You are viewing a plain text version of this content. The canonical link for it is here.
Posted to dev@spamassassin.apache.org by Theo Van Dinter <fe...@kluge.net> on 2005/04/24 02:00:19 UTC
"uridnsbl: bogus rr" run ...
Ok, I assume someone wants this:
On Sat, Apr 23, 2005 at 04:18:15PM -0400, Cron Daemon wrote:
> uridnsbl: bogus rr: domain=usafreemerchantsource.com, zone=multi.surbl.org., rr=dns7.hichina.com. 142476 IN A 218.30.103.250 at /home/corpus/SA/spamassassin-corpora/masses//../lib/Mail/SpamAssassin/Plugin/URIDNSBL.pm line 634.
> uridnsbl: bogus rr: domain=netian.com, zone=multi.surbl.org., rr=nis.blueweb.co.kr. 100 IN A 210.205.6.4 at /home/corpus/SA/spamassassin-corpora/masses//../lib/Mail/SpamAssassin/Plugin/URIDNSBL.pm line 634.
> status: 20% ham: 0 spam: 16104 date: 2005-04-06 now: 2005-04-23 08:05:51
> uridnsbl: bogus rr for domain=com.cn, rule=URIBL_SBL, rr=ns2.zoneedit.com. 6023 IN A 69.72.158.226 at /home/corpus/SA/spamassassin-corpora/masses//../lib/Mail/SpamAssassin/Plugin/URIDNSBL.pm line 623.
> uridnsbl: bogus rr for domain=com.cn, rule=URIBL_SBL, rr=dns5.acosm.com. 172653 IN A 4.79.212.11 at /home/corpus/SA/spamassassin-corpora/masses//../lib/Mail/SpamAssassin/Plugin/URIDNSBL.pm line 623.
> uridnsbl: bogus rr for domain=bestfriends.co.kr, rule=URIBL_SBL, rr=ns2.dnsm.net. 59020 IN A 218.7.120.70 at /home/corpus/SA/spamassassin-corpora/masses//../lib/Mail/SpamAssassin/Plugin/URIDNSBL.pm line 623.
> uridnsbl: bogus rr for domain=210.114.220.52, rule=URIBL_SBL, rr=ns3.texasdns.com. 172790 IN A 69.56.15.2 at /home/corpus/SA/spamassassin-corpora/masses//../lib/Mail/SpamAssassin/Plugin/URIDNSBL.pm line 623.
> uridnsbl: bogus rr for domain=refi-with-us.com, rule=URIBL_SBL, rr=ns2.premiumhealthnow.info. 3600 IN A 69.228.160.52 at /home/corpus/SA/spamassassin-corpora/masses//../lib/Mail/SpamAssassin/Plugin/URIDNSBL.pm line 623.
[...]
I have ~300K of them. http://www.kluge.net/~felicity/set1.txt
I'm +1 on making this a non-warn, BTW. There's nothing a user can do about
it, so it's just really annoying.

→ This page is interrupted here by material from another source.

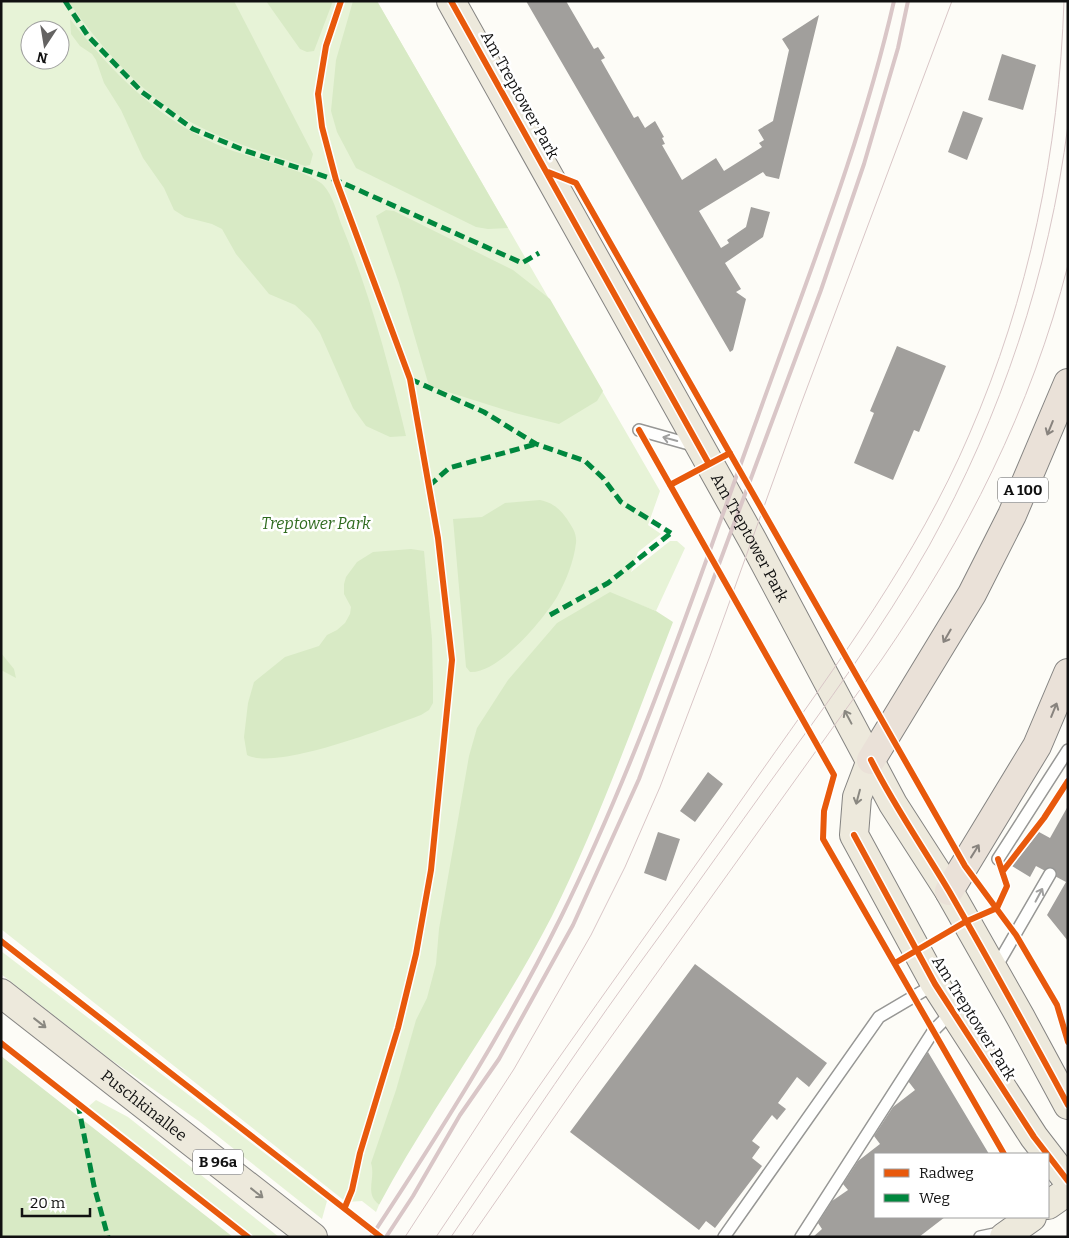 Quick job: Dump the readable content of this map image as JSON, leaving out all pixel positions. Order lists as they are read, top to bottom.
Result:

It's ok for now since we want to know when
it happens, but ...
--
Randomly Generated Tagline:
"Derive the Big Bang Theory from F=ma." - Michelle about her Physics class
Re: "uridnsbl: bogus rr" run ...
Posted by Sidney Markowitz <si...@sidney.com>.
Loren Wilton wrote:
> Depending on the value of the parameter
> that Perl is deducing from that statement, you may or may not be getting the
> results you expect.
>From the doc:
srand
Sets the random number seed for the rand operator. If EXPR is omitted,
uses a semi-random value based on the current time and process ID, among
other things.
Since this call is only done when the process id is different (i.e., in a
fork) then srand with no arguments is correct for initializing rand for the
process.
-- sidney
Re: "uridnsbl: bogus rr" run ...
Posted by Loren Wilton <lw...@earthlink.net>.
> $self->{_initted} = $$;
> srand;
> $self->{resolver}->reinit_post_fork();
In the C/C++ world, srand has a parameter. I suspect the C srand() function
underlys perl's srand statement. Depending on the value of the parameter
that Perl is deducing from that statement, you may or may not be getting the
results you expect.
srand() C documentation includes:
The srand function sets the starting point for generating a series of
pseudorandom integers. To reinitialize the generator, use 1 as the seed
argument. Any other value for seed sets the generator to a random starting
point. rand retrieves the pseudorandom numbers that are generated. Calling
rand before any call to srand generates the same sequence as calling srand
with seed passed as 1.
Loren
Re: "uridnsbl: bogus rr" run ...
Posted by Sidney Markowitz <si...@sidney.com>.
Matt Sergeant wrote:
> May be a problem with forking
Do you think that this code fragment I see in SpamAssassin.pm should work as
well as your fork code, or could relying on this be part of the problem?
sub init {
my ($self, $use_user_pref) = @_;
# Allow init() to be called multiple times, but only run once.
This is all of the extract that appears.